Industrial aluminum company based in Atlanta, Georgia

Novelis Inc. is an American industrial aluminum smelting company, headquartered in Atlanta, Georgia, United States. It produces rolled aluminum and is an aluminum recycler, supplying to sectors including beverage cans, automotive, aerospace, consumer electronics, construction, foil and packaging.

Novelis has been an independent subsidiary of Indian multinational aluminum and copper manufacturing company Hindalco Industries since 2007.

==Company history==

The company was incorporated in 2004 after being spun off from Alcan, a Canadian mining and aluminum manufacturer now Rio Tinto Alcan. In 2007 the company was acquired by Hindalco Industries for $6 billion, itself a subsidiary of the Aditya Birla Group.

In May 2024, Novelis filed its registration statement for a proposed IPO, but it withdrew its plans in October of the same year. In March 2025, Novelis announced closure of its operation in Fairmont, West Virginia, at a 100-year old production plant.

==Operations==
Novelis is the world's largest producer of rolled aluminum sheet with operations in 11 countries. The company divides its operations into four regions: North America, Europe, Asia, and South America. The regional headquarters are Atlanta, Zurich, Seoul and São Paulo. Novelis also has operations in the United Kingdom, Germany, Italy, France, Canada, China, Malaysia and Vietnam.

The company invested $100 million in its first manufacturing facility in China, which opened in 2014. In response to global demand for aluminum sheet for automotive, electronics and beverage cans, the company has announced capital investments including a $400 million expansion in Asia, a $300 million expansion in Brazil and $200 million expansion in North America. In July 2014, it announced that Reynolds Consumer Products Inc., a subsidiary of the Rank Group of New Zealand, purchased the North American consumer products division of Novelis, for CAD $33.75mn.

Novelis recycles more than 70 billion used beverage cans each year.

In May 2022, Novelis announced plans to invest $2.5 billion in a new, low-carbon, aluminum plant in Bay Minette, Alabama. Once complete, it will be the first fully integrated aluminum mill built for 40 years.

On September 16th, 2025 the Oswego, NY facility suffered a fire in the "hot mill" section.

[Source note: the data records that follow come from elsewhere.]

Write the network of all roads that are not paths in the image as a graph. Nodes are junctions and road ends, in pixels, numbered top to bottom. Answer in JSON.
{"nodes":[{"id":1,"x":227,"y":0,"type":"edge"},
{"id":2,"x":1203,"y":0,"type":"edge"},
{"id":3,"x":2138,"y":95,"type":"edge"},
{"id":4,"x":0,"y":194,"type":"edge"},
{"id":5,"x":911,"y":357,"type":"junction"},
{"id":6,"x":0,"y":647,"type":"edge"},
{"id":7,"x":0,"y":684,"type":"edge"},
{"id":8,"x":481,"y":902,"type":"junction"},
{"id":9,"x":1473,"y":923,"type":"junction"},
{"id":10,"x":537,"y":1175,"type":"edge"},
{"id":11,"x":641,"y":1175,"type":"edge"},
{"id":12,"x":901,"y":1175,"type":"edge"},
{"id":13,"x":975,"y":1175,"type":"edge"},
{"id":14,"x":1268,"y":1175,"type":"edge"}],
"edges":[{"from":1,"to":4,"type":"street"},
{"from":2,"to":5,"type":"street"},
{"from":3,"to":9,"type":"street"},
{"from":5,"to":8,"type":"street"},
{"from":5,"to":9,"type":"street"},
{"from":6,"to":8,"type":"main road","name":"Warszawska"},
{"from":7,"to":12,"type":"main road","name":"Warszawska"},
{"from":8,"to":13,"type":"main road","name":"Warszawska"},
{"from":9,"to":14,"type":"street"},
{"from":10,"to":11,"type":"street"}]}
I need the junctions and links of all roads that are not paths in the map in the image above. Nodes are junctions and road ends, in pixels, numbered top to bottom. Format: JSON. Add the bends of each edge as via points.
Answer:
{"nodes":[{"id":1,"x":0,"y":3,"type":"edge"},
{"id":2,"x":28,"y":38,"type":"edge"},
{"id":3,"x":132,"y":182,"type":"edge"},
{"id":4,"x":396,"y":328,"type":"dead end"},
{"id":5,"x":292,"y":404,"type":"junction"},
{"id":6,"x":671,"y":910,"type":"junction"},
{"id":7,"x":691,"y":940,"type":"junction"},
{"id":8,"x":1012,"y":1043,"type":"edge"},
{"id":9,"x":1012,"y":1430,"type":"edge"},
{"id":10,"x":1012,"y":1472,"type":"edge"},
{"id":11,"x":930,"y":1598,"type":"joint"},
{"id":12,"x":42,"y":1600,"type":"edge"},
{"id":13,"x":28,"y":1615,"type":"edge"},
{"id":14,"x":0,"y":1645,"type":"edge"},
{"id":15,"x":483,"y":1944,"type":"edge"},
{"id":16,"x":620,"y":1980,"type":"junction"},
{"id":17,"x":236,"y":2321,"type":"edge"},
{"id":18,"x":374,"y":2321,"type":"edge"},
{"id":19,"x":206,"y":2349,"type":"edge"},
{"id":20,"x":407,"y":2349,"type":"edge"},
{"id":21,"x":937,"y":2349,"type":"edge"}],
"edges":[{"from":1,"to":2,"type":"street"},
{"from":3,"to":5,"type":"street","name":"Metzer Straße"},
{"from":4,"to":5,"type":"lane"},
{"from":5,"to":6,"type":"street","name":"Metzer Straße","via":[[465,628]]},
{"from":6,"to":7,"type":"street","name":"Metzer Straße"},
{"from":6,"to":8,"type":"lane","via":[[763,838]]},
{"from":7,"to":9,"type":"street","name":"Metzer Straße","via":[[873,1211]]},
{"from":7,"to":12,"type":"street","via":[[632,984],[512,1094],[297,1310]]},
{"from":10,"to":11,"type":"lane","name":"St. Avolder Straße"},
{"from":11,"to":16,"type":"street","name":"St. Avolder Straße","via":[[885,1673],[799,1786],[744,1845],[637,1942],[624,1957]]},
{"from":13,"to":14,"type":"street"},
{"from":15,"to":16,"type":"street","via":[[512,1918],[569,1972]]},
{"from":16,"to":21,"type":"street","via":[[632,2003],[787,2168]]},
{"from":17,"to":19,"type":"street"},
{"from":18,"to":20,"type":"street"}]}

The three-alarm fire brought down part of the factory’s roof, requiring 26 area fire departments to extinguish, according to the Oswego County fire coordinators office.

==Production==

===Packaging===
- Foil packaging
- Closures
- Beverage Cans - Novelis produces sheet aluminum that it sells to the following companies to be made into cans
  - Anheuser-Busch
  - Ball Corporation
  - Coca-Cola
  - GZ Industries Ltd Nigeria
  - Rexam

===Automotive and transportation===
Aluminum structures and components for transportation products in automotive, automotive heat exchanger and mass transportation.

Auto sheet customers include:
- Audi
- BMW
- Ferrari
- Ford
- GM
- Hyundai
- Jaguar
- Mercedes-Benz
- Porsche
- Range Rover
- Volvo

===Specialty===
- Architecture and building
  - Facade
  - Roofing
  - Insulation
  - Shutters
- Lithography and printing
- Consumer goods
  - Smartphones, laptops, TV
- Industrial applications

== Acquisitions ==
On 15 April 2020, Novelis acquired Aleris Corporation for $2.8 billion. Through this acquisition Novelis entered into the high-end aerospace segment.

==Awards and accomplishments==
- 2013, Novelis was named metals company of the year, and Novelis CEO Phil Martens was named CEO of the year on the Platts Global Metals Awards in London
- 2012, Novelis CEO Phil Martens was named one of the top 25 CEOs in the world by Best Practice Institute
- 2012 Aluminium Awards for Innovation Leadership
- 2012 American Metal Market Award for Aluminum Excellence in Environmental Responsibility in 2012:
- 2012 Georgia Governor's International Award for establishing its Global Research & Technology Center in Kennesaw, GA.